*** Begin section ***

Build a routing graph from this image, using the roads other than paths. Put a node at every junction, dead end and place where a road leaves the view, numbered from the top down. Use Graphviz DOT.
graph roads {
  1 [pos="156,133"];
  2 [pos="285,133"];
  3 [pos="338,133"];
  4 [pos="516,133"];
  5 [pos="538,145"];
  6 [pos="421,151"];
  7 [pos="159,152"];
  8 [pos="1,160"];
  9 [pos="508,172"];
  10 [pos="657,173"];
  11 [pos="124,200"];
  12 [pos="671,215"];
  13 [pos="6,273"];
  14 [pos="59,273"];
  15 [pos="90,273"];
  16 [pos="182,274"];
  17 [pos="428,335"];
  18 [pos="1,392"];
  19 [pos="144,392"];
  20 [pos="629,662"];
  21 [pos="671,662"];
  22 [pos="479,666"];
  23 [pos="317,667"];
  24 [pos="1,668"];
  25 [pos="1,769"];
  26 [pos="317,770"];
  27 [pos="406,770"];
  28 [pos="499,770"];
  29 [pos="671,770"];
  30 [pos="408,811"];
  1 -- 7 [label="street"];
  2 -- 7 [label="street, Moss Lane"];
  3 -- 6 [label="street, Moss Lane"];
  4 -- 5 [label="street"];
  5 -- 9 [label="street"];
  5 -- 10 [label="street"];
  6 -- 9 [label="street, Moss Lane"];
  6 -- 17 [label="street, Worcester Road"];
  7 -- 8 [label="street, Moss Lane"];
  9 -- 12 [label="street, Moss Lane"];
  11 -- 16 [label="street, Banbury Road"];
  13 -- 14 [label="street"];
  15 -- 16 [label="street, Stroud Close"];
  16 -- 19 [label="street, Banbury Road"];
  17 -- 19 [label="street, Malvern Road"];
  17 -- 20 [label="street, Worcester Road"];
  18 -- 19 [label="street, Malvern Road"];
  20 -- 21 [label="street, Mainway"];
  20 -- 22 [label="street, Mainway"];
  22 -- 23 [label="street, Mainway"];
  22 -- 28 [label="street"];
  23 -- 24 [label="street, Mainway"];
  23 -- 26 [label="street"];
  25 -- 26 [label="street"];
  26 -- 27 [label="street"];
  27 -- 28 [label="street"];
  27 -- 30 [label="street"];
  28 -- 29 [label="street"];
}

*** End section ***

* _About this exercise_: Only lines holding the word "Mainway" are wanted here; copy each from the listing.

* _Response to the task_:
  20 -- 21 [label="street, Mainway"];
  20 -- 22 [label="street, Mainway"];
  22 -- 23 [label="street, Mainway"];
  23 -- 24 [label="street, Mainway"];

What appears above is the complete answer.